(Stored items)
§ §
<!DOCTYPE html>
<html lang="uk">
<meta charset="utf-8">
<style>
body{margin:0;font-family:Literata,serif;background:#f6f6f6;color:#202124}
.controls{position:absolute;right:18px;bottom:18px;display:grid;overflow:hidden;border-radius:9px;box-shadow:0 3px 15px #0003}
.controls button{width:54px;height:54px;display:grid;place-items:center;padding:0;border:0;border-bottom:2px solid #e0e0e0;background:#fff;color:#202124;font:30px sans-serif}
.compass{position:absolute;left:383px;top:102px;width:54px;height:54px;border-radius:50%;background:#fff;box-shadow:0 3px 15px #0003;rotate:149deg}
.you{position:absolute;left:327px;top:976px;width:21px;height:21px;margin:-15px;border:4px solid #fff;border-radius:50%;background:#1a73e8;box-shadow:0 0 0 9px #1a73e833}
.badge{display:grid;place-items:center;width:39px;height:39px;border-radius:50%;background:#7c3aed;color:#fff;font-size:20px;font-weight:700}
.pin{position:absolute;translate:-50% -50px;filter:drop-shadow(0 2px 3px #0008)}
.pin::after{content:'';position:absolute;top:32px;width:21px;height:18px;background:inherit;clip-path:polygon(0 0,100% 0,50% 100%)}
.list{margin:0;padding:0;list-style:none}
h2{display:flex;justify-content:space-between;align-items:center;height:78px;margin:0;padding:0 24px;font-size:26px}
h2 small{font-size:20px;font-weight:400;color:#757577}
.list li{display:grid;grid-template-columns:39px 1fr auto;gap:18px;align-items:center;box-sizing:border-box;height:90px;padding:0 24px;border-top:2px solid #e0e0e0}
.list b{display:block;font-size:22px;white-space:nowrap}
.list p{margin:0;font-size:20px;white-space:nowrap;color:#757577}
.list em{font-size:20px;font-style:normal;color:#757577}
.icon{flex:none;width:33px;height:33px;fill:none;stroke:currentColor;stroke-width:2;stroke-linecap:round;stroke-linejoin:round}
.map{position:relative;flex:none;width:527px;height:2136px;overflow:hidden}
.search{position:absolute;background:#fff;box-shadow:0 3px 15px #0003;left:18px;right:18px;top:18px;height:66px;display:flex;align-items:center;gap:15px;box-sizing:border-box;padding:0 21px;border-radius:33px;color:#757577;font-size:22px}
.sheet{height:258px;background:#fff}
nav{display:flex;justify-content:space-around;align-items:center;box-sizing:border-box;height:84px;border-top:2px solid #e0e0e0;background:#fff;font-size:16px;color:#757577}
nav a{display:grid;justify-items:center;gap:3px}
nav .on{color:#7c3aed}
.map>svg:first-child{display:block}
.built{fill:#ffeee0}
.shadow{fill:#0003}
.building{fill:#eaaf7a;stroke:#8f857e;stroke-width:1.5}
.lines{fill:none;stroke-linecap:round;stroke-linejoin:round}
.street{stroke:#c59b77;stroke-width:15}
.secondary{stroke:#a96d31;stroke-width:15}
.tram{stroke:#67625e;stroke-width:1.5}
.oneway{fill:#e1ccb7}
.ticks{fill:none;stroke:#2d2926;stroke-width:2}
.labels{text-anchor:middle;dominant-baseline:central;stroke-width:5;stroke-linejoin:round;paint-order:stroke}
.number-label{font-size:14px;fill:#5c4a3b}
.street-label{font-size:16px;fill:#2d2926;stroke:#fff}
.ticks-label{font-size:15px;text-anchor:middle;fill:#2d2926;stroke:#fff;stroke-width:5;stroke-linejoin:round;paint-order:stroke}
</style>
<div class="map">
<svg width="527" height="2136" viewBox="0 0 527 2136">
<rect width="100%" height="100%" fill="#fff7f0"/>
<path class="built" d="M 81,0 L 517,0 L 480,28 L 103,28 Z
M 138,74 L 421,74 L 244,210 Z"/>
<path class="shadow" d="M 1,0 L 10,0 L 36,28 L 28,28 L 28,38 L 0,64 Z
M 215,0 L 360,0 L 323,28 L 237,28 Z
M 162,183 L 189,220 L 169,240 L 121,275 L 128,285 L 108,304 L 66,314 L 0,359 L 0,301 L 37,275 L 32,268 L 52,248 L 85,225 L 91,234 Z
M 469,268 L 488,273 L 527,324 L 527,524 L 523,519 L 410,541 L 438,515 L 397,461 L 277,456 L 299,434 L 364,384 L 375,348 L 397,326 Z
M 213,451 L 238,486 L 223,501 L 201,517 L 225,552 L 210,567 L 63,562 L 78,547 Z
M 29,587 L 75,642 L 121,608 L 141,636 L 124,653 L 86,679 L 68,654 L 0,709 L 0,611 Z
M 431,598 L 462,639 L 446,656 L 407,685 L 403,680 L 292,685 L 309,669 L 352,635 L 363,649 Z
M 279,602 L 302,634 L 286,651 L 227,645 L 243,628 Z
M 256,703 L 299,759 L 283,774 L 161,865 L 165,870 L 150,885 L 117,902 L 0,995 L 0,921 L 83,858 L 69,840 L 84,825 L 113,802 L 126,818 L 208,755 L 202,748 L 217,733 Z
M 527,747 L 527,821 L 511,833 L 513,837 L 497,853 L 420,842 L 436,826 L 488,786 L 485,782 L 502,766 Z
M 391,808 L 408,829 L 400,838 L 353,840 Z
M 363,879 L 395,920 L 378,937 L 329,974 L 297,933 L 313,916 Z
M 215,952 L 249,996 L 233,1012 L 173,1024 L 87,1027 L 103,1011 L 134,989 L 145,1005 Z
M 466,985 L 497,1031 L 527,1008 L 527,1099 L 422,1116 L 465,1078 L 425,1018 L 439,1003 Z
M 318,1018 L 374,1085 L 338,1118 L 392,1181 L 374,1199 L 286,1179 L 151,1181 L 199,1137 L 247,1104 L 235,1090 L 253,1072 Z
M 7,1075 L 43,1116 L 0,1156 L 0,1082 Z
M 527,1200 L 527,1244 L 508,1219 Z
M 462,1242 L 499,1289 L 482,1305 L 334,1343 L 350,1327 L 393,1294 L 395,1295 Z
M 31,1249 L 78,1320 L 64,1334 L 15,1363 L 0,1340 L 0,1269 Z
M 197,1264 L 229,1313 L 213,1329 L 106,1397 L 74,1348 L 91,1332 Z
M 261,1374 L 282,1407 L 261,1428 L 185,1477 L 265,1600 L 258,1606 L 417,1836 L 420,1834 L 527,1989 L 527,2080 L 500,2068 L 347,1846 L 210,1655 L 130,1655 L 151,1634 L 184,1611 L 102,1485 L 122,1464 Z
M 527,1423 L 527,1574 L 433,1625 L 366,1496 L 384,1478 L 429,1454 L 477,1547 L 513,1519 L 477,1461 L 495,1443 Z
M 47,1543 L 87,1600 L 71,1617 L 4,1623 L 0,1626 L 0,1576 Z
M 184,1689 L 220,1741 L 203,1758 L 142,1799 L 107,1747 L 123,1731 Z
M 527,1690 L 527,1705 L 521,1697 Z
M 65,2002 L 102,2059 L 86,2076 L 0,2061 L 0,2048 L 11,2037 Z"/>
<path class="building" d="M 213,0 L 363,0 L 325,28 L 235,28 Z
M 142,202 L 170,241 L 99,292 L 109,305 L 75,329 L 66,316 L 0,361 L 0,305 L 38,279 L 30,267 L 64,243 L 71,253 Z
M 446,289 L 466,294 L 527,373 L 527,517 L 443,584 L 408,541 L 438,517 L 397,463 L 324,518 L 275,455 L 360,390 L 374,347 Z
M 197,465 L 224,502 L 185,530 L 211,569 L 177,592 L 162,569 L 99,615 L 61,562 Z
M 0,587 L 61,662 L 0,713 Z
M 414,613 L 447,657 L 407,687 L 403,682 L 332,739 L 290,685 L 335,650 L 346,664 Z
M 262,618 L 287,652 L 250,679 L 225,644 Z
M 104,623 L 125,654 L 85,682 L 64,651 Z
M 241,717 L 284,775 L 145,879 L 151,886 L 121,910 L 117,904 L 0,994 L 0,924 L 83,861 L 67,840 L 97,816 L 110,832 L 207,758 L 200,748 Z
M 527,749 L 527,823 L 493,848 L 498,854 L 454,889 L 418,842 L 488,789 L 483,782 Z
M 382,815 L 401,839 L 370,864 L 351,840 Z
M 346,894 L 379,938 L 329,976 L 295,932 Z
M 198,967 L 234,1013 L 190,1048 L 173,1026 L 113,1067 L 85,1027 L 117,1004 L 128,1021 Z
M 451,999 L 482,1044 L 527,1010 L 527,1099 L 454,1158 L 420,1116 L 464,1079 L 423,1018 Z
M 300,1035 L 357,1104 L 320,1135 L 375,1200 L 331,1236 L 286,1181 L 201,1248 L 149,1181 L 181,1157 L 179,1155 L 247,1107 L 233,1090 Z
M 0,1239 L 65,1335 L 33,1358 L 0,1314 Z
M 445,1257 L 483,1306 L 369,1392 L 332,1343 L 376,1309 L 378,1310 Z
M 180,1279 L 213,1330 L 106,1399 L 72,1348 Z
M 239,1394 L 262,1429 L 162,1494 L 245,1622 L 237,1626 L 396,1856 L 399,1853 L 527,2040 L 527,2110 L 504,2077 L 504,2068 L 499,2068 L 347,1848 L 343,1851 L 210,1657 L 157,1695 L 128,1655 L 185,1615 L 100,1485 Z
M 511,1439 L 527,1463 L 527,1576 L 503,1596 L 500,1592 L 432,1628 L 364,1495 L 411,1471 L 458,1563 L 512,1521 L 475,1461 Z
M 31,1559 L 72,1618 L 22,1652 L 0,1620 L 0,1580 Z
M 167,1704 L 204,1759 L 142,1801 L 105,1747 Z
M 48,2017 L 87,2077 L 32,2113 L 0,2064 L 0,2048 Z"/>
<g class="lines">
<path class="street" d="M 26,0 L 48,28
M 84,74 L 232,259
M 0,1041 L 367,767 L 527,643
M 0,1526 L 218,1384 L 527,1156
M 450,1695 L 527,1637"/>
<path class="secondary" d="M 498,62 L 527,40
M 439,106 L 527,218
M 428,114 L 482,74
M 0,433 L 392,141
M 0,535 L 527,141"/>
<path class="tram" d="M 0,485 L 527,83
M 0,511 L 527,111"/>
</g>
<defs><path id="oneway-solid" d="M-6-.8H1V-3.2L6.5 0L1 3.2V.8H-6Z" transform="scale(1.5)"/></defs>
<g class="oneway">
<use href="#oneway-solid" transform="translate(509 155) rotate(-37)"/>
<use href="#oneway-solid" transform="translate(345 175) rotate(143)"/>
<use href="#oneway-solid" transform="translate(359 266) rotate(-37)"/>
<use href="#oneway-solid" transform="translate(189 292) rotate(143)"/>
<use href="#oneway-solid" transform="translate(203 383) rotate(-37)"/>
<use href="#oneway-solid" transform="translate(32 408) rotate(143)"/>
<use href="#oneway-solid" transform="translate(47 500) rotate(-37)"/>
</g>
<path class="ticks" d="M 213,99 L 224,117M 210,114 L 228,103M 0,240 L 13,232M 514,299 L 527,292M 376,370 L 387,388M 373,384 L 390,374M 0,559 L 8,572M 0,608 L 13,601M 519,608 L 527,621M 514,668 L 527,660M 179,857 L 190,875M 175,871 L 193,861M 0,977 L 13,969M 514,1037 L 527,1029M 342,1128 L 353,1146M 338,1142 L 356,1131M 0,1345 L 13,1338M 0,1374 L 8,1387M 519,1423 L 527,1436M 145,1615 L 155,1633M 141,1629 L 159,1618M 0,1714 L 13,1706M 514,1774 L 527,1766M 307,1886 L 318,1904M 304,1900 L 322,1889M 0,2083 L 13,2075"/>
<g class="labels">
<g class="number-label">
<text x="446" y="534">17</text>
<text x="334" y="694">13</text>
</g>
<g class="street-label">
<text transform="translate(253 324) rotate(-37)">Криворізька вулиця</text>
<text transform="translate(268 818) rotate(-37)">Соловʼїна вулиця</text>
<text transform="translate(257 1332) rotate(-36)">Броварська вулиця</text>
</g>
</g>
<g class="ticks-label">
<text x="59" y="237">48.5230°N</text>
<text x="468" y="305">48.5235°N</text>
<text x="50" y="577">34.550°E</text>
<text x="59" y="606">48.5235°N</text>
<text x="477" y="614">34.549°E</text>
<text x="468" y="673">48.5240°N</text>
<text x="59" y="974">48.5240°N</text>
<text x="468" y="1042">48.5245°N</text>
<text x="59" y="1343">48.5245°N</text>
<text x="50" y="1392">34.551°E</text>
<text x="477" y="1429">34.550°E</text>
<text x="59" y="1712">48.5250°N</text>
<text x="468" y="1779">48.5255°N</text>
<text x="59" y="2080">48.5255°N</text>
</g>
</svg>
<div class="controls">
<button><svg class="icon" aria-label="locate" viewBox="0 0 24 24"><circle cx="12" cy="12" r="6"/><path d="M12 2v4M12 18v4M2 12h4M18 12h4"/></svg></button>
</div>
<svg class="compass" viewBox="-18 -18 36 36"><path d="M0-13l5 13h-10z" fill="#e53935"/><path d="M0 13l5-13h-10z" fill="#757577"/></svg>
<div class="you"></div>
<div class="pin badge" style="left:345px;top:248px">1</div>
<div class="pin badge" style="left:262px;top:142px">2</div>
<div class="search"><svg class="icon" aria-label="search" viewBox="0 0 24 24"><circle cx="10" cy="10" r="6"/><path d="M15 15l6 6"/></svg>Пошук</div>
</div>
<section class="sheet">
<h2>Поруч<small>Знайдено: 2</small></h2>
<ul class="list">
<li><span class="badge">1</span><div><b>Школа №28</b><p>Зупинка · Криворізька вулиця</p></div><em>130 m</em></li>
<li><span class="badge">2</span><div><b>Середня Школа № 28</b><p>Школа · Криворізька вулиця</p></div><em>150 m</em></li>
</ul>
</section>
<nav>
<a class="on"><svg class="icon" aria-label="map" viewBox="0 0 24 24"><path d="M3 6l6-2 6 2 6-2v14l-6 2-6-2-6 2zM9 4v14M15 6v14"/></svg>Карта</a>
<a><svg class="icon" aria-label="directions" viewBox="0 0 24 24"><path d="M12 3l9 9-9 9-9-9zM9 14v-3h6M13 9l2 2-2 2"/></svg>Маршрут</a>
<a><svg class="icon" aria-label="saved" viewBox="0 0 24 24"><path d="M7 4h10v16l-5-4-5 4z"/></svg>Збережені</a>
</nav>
§ §
DIRECTIONS. All lines above between those holding "M 0,1239 L 65,1335 L 33,1358 L 0,1314 Z" and "M 48,2017 L", inclusive, must be set down unchanged, and no other line may be included.

RESPONSE TO THE EXERCISE.
M 0,1239 L 65,1335 L 33,1358 L 0,1314 Z
M 445,1257 L 483,1306 L 369,1392 L 332,1343 L 376,1309 L 378,1310 Z
M 180,1279 L 213,1330 L 106,1399 L 72,1348 Z
M 239,1394 L 262,1429 L 162,1494 L 245,1622 L 237,1626 L 396,1856 L 399,1853 L 527,2040 L 527,2110 L 504,2077 L 504,2068 L 499,2068 L 347,1848 L 343,1851 L 210,1657 L 157,1695 L 128,1655 L 185,1615 L 100,1485 Z
M 511,1439 L 527,1463 L 527,1576 L 503,1596 L 500,1592 L 432,1628 L 364,1495 L 411,1471 L 458,1563 L 512,1521 L 475,1461 Z
M 31,1559 L 72,1618 L 22,1652 L 0,1620 L 0,1580 Z
M 167,1704 L 204,1759 L 142,1801 L 105,1747 Z
M 48,2017 L 87,2077 L 32,2113 L 0,2064 L 0,2048 Z"/>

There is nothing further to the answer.